Mark Hulbert has compiled an interesting list of recent market panics:
- August 2015: Concerns about the Chinese economy and stock market led to panic selling, with the Shanghai index plunging 8.5% in one day. Soon after in the U.S., on August 24, 2015, the DJIA plunged over 1,000 points in just a few minutes, its most precipitous drop ever, ending the day down 588 points, its worst one-day loss in five years.
- January 2016: Concerns about the direction of the U.S. economy, and fears that the U.S. stock market was overheated led to a 5.5% drop during January, with the Nasdaq composite down 8%, its worst month in six years.
- February 2016: U.S. stocks took another dive, as investors freaked out over (rather than celebrated!) oil’s drop below USD$27 per barrel. As of February 11, the DJIA had lost 1765 points since the start of the year. The Nasdaq was close to bear market (20% decline) territory.
- June 2016: Worldwide markets panicking over the U.K.’s Brexit vote wiped out USD$3 trillion.
Prophets of doom
Along the way, there have been numerous solemn prophecies of doom, some of them very dire (and certain) in their predictions:
- Can Anything Prevent a U.S. Stock Market Crash in 2016?.
- 80% Stock Market Crash To Strike in 2016, Economist Warns.
- Analyst: Here Comes the Biggest Stock Market Crash in a Generation.
- The man who accurately predicted 4 market crashes told us 3 more dates to worry about this year.
- RBS cries ‘sell everything’ as deflationary crisis nears.
Now it must be kept in mind that it is entirely possible that some or all of these predictions might materialize.

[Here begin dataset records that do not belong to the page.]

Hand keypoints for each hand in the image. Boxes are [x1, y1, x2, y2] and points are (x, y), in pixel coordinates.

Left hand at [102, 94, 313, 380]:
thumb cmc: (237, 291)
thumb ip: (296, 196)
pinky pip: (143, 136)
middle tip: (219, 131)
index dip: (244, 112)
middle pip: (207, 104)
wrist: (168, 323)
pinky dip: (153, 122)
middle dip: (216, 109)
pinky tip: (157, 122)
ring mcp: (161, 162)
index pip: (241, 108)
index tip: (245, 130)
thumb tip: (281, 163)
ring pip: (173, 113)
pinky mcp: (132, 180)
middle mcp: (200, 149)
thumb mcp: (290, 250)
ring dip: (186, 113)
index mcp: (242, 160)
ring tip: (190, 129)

Indeed, a major market correction might already be underway when one reads this piece. But volatility is the nature of markets in general and stock markets in particular — investors who do not have the stomach for roller-coaster rides should place their savings and investment elsewhere.

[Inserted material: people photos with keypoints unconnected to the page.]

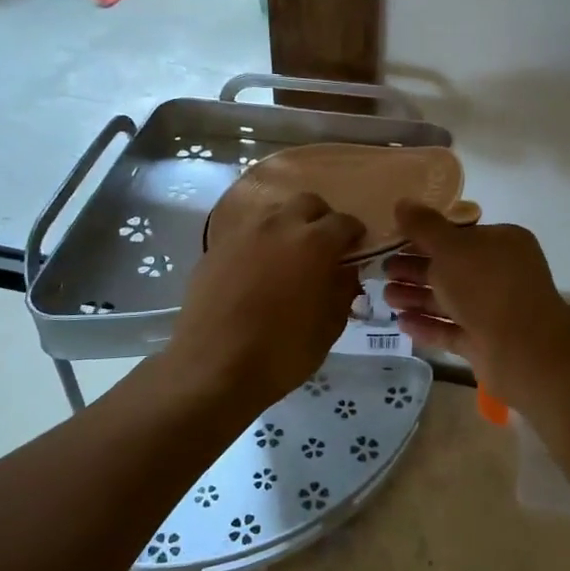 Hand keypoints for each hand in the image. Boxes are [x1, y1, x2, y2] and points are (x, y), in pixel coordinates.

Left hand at [158, 192, 363, 411]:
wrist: (214, 367)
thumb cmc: (282, 351)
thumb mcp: (329, 326)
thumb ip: (342, 289)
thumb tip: (344, 270)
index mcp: (314, 242)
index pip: (345, 222)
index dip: (355, 235)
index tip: (356, 250)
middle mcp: (279, 225)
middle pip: (308, 203)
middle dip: (321, 219)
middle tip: (323, 247)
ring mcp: (243, 233)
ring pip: (274, 212)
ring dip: (288, 225)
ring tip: (288, 255)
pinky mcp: (216, 247)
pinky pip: (247, 232)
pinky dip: (260, 242)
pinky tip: (258, 270)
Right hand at [382, 201, 569, 405]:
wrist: (524, 350)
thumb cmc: (487, 287)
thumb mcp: (450, 248)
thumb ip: (424, 227)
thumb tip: (403, 203)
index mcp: (502, 243)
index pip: (459, 235)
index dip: (425, 238)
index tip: (395, 241)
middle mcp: (501, 274)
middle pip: (451, 268)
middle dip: (416, 270)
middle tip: (383, 272)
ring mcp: (495, 310)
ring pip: (449, 300)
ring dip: (417, 297)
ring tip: (386, 298)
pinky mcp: (486, 342)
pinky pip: (452, 329)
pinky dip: (428, 325)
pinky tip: (401, 324)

Statistical consequences of panic selling
But one does have to ask what is the point of panicking during a market decline. If one sells, it is statistically more than likely that one will ultimately take a loss, compared with a buy-and-hold approach (because it is statistically more likely that one is selling out near the market bottom). And the deeper the market decline, the more statistically certain it is that selling will ultimately result in a major loss.

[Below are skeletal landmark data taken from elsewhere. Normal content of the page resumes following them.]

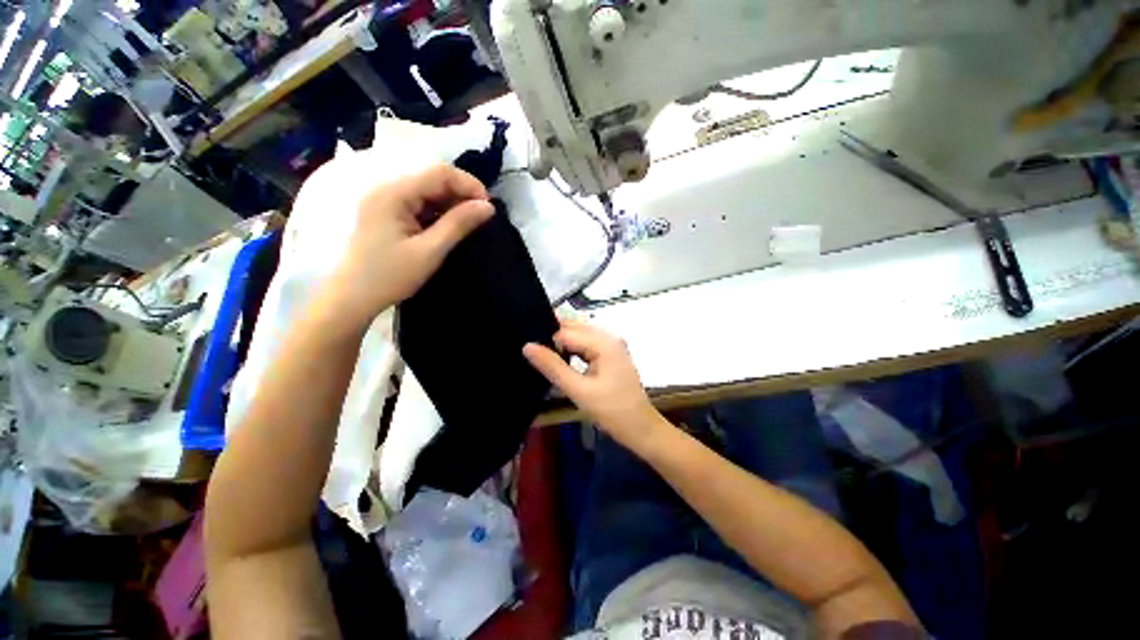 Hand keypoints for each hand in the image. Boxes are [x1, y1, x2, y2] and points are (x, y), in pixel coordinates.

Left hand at [311, 164, 494, 330]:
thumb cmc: (390, 276)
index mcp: (394, 193)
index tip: (488, 208)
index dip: (469, 185)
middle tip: (480, 218)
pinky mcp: (387, 213)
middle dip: (461, 194)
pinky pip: (419, 203)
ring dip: (451, 203)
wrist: (352, 298)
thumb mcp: (430, 251)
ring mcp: (386, 200)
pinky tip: (448, 226)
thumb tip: (488, 207)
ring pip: (428, 191)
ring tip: (468, 223)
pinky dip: (438, 211)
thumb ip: (459, 224)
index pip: (439, 173)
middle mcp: (388, 189)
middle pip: (433, 178)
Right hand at [524, 321, 665, 449]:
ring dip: (563, 344)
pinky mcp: (612, 353)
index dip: (547, 341)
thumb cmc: (612, 411)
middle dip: (553, 337)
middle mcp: (609, 336)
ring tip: (543, 357)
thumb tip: (527, 346)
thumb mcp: (579, 390)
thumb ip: (552, 367)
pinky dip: (573, 349)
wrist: (641, 428)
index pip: (566, 332)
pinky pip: (587, 343)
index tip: (529, 353)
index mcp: (603, 342)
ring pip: (580, 335)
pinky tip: (562, 360)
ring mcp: (612, 344)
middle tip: (532, 352)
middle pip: (574, 328)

For example, millions of panicking investors sold billions of dollars (and euros, pounds, yen and yuan) of stocks on 9 March 2009, which was the bottom of the 2007-2009 bear market. Many of them later bought back into the market, but in most if not all cases their investments took a major permanent hit in the process, because they bought back at a significantly higher price. One financial colleague of ours reports that at least one client of his never bought back into the market.
A recent DALBAR study found that over a 30-year period, the average self-directed equity mutual fund investor earned only 3.7 percent, compared with 10.3 percent that could be obtained by simply investing in a S&P500 index fund. Much of this huge shortfall is due to panic selling during market downturns, or attempts to “time the market.” Indeed, the American system of relying on 401K accounts for retirement savings has been a decidedly mixed experiment, with typical returns very much less than a simple buy-and-hold, low-cost index fund strategy.
How do other market prophets fare?
At least individual investors have plenty of company as they lament their inability to predict or time the vagaries of the stock market. Hedge funds, those boutique financial operations that cater to very wealthy investors (and charge similarly exalted fees) have not done very well either. The HFRI index of U.S. hedge funds posted an average loss of 0.85% during 2015, compared with a 1.36% gain in the S&P500 index. And over the past five years, the Barclay hedge fund index has posted an average 3.36% gain, substantially less than the average 12.58% gain for the S&P500 index.
Along this line, in 2008 Warren Buffett entered a bet with a hedge fund manager that a portfolio of hedge funds would not out-perform the S&P500 index over the next ten years. Eight years into the bet, it appears that Buffett will win hands down, as the hedge fund portfolio is up only 20%, whereas the S&P500 index is up 63%.
The failure of emotion-based trading
Paul Merriman, citing the DALBAR report, assesses the situation in these terms:
The numbers change from year to year, but every DALBAR report comes to the same conclusion: Investors’ emotion-based trading is counterproductive.
Along with many others, I have tried over the years to educate investors about the effects of what DALBAR describes as “knee-jerk reactions to crises and mistakes.”
Has that helped? Here’s what DALBAR says: Despite “enormous efforts by thousands of industry experts to educate millions of investors, imprudent action continues to be widespread. … The belief that investors will make prudent decisions after education and disclosure has been totally discredited.”